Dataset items

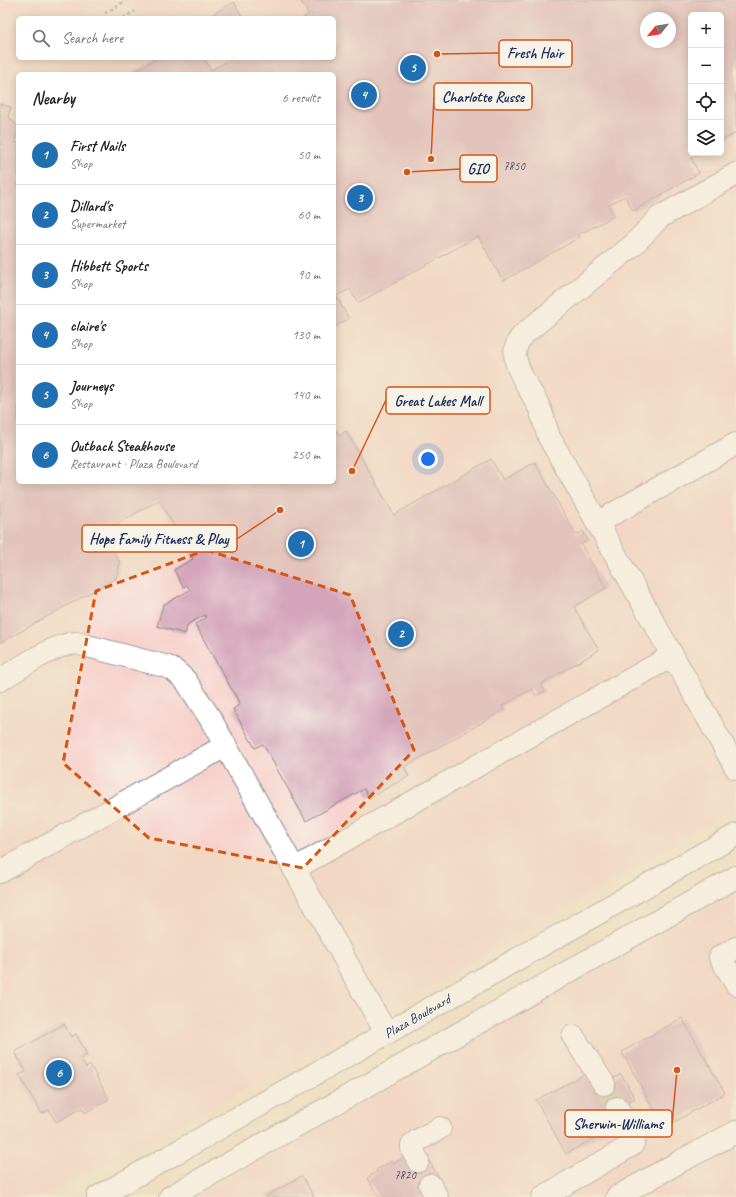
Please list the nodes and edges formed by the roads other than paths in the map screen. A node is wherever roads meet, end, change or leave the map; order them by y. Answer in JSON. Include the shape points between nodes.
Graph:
{"nodes":[{"id":1,"x":736,"y":174,"type":"edge"},
{"id":2,"x":736,"y":444,"type":"edge"},
{"id":3,"x":597,"y":523,"type":"junction"},
{"id":4,"x":672,"y":656,"type":"junction"},
{"id":5,"x":0,"y":680,"type":"edge"},
{"id":6,"x":225,"y":746,"type":"junction"},
{"id":7,"x":736,"y":768,"type":"edge"},
{"id":8,"x":736,"y":835,"type":"edge"},
{"id":9,"x":294,"y":869,"type":"junction"},
{"id":10,"x":0,"y":872,"type":"edge"},
{"id":11,"x":736,"y":877,"type":"edge"},
{"id":12,"x":736,"y":948,"type":"edge"},
{"id":13,"x":736,"y":984,"type":"edge"},
{"id":14,"x":386,"y":1033,"type":"junction"},
{"id":15,"x":573,"y":1036,"type":"dead end"},
{"id":16,"x":604,"y":1084,"type":"tunnel mouth"},
{"id":17,"x":617,"y":1108,"type":"tunnel mouth"},
{"id":18,"x":440,"y":1128,"type":"dead end"},
{"id":19,"x":736,"y":1132,"type":"edge"},
{"id":20,"x":418,"y":1161,"type":"dead end"},
{"id":21,"x":98,"y":1197,"type":"edge"},
{"id":22,"x":170,"y":1197,"type":"edge"},
{"id":23,"x":543,"y":1197,"type":"edge"},
{"id":24,"x":617,"y":1197,"type":"edge"}],
"edges":[{"from":1,"to":3,"type":"street","via":[[660,217],[632,246],[525,333],[515,346],[518,367],[543,416],[549,437]]},
{"from":2,"to":3,"type":"street"},
{"from":3,"to":4,"type":"street"},
{"from":4,"to":7,"type":"street"},
{"from":4,"to":9,"type":"street"},
{"from":5,"to":6,"type":"street","via":[[54,649],[70,643],[168,668],[186,681]]},
{"from":6,"to":9,"type":"street"},
{"from":6,"to":10,"type":"street"},
{"from":8,"to":14,"type":"street","name":"Plaza Boulevard"},
{"from":9,"to":14,"type":"street"},
{"from":11,"to":22,"type":"street"},
{"from":12,"to":13,"type":"street","via":[[720,957]]},
{"from":14,"to":21,"type":"street","name":"Plaza Boulevard"},
{"from":15,"to":16,"type":"street"},
{"from":17,"to":23,"type":"street","via":[[632,1135],[632,1145]]},
{"from":18,"to":20,"type":"street","via":[[412,1145]]},
{"from":19,"to":24,"type":"street"}]}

**WHAT YOU NEED TO DO**
Show all lines above holding "name".

**TASK ANSWER**
{"from":8,"to":14,"type":"street","name":"Plaza Boulevard"},
{"from":14,"to":21,"type":"street","name":"Plaza Boulevard"},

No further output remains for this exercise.